The SV650 was quite the rage back in its day. It paved the way for the mid sized naked sport bikes of today like the Yamaha MT-07 I covet. It was revolutionary not only because it defined a class, but also because it was an indisputably great manifestation of moto. For its time perhaps the most progressive example of what a production motorcycle should and could be. Borrowing a friend of mine’s who bought this as his first bike recently, I had an extended weekend with it and took it about 400 miles. These bikes can be found really cheap these days, sometimes in good condition, sometimes in totally ragged condition. My buddy got a decent version 2 years ago (2018) for $2500. My impressions below.
The V Twin is way in my opinion is almost always more enjoyable than an inline 4, and that is what most sport bikes of the day had. Indeed my first “real” motorcycle, a Yamaha seca 600, was just that. Similar in specs as it was to the SV650, this twin is just more enjoyable. It sounds better, it feels better; it seems relatively a lot more torquey at lower RPM, less buzzy. Less need to ring it out to super high RPM to engage power. The power specs are 69.0 hp @ 8750 rpm and 45.1 lbs. ft. of torque @ 7000 rpm. For 2003 the SV got fuel injection, and indeed this was a cutoff year for my friend, he did not want to have to deal with carburetors. If you want to ride and not constantly tinker in the garage with carb settings or have to disassemble and clean your carbs often, prioritize fuel injection. Read more about carbs vs EFI here.

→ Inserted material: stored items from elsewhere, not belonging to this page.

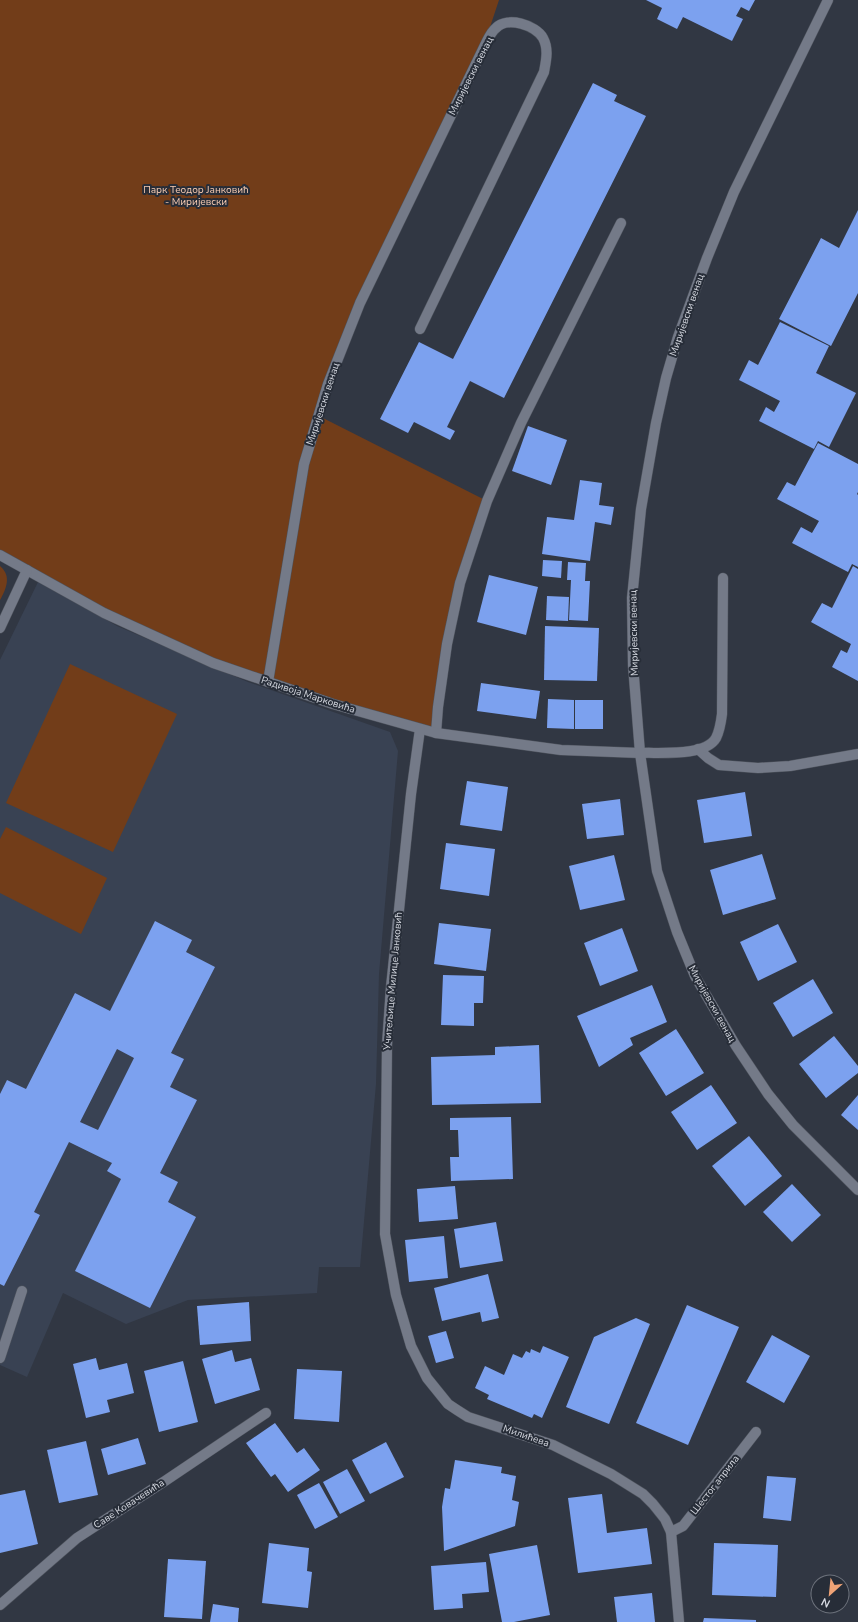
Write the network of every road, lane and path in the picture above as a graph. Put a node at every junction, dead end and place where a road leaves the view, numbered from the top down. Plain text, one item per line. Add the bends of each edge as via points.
1 (828, 0) edge
2 (621, 223) dead end
3 (420, 329) dead end
4 (0, 555) edge
5 (27, 570) junction
6 (723, 578) dead end
7 (0, 628) edge
8 (268, 682) junction
9 (420, 730) junction
10 (436, 733) junction
11 (698, 749) junction
12 (640, 753) junction
13 (858, 754) edge
14 (858, 1190) edge
15 (386, 1234) joint
16 (22, 1291) dead end
17 (0, 1358) edge
18 (266, 1413) dead end
19 (756, 1432) dead end
20 (670, 1532) junction
21 (0, 1605) edge
22 (679, 1622) edge

1 - 12 street, Миријевски венац via 734,192 678,337 666,378 641,509 632,598 633,665
2 - 10 street via 521,423 487,501 460,583 447,644
3 - 8 street, Миријевски венац via 544,72 547,54 542,37 528,26 514,22 504,23 496,27 487,41 360,303 328,384 304,464
4 - 5 street, Радивоја Марковића
5 - 7 street
5 - 8 street, Радивоја Марковића via 104,613 213,663
6 - 11 street, Радивоја Марковића via 722,714 716,739
8 - 9 street, Радивоја Марковића
9 - 10 street, Радивоја Марковића
9 - 15 street, Учитељице Милице Јанковић via 411,794 387,1045
10 - 12 street, Радивоја Марковића via 562,750
11 - 12 street, Радивоја Марковића
11 - 13 street via 719,765 758,768 790,766
12 - 14 street, Миријевски венац via 657,871 695,976 768,1094 793,1125
15 - 20 street, Милићева via 396,1295 411,1346 427,1378 448,1404 468,1417 553,1445 628,1484 653,1504 665,1519
16 - 17 street
18 - 21 street, Саве Ковачевића via 77,1538
19 - 20 street, Шестог априла via 683,1526
20 - 22 street, Милићева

This bike is pretty fast, it certainly meets my speed requirements. The quoted 0-60 is 3.61 seconds, and the quarter mile time of 11.63 seconds. Won’t compete with sub 3 second superbikes but will smoke pretty much anything you find on four wheels.
Ride and feel
Back in 2003, the SVs frame was state of the art. High-vacuum aluminum die casting techniques allowed the webbed trellis-like frame to obtain maximum rigidity at low weight. Indeed, the bike feels great in turns with very little flex. Way more confidence inspiring than my 93 Yamaha Seca which was of similar size. The brakes feel very good, just the right amount of power and feel, you have to try hard to drag the back wheel. Being a sport bike with mag wheels, this actually came at the time with Radial tires OEM. Both front and rear suspension are adjustable but only springload. With over 5” of travel in both front and rear the bike is sprung well and comfortable on less than ideal pavement although sometimes feels a bit springy and not dampened enough. But even at higher speeds this springiness never throws off stability. The seating position is more upright than that of a sport bike and a little more aggressive than that of a classic standard, a good compromise between the two.
With a wheelbase of just over 56” and a wet weight around 425 lbs the bike is pretty nimble, but the center of gravity seems a bit higher than something I would recommend as a first bike. The six speed transmission is OK, not perfect it sometimes seem a bit on the heavy side to engage and disengage, but nothing that should really sway your opinion of the bike.
I would say this makes a great second motorcycle on a budget if you’re looking for something in the sport standard class. It’s a little tall at just under 32” seat height and a bit too powerful for something I would recommend as a first ride. But as a step up it makes a great do everything bike. It’s super fun in the twisties but comfortable enough with a decent seating position to take on longer trips on the highway or even a weekend tour (although I found the seat a bit uncomfortable, you can always upgrade that.) The power band is a lot more forgiving and usable in diverse conditions than that of four cylinder sport bike’s I’ve ridden. Though this bike did not come with ABS back in 2003, it was added as an option in 2007, and imo this is a serious blow to the appeal of the earlier models.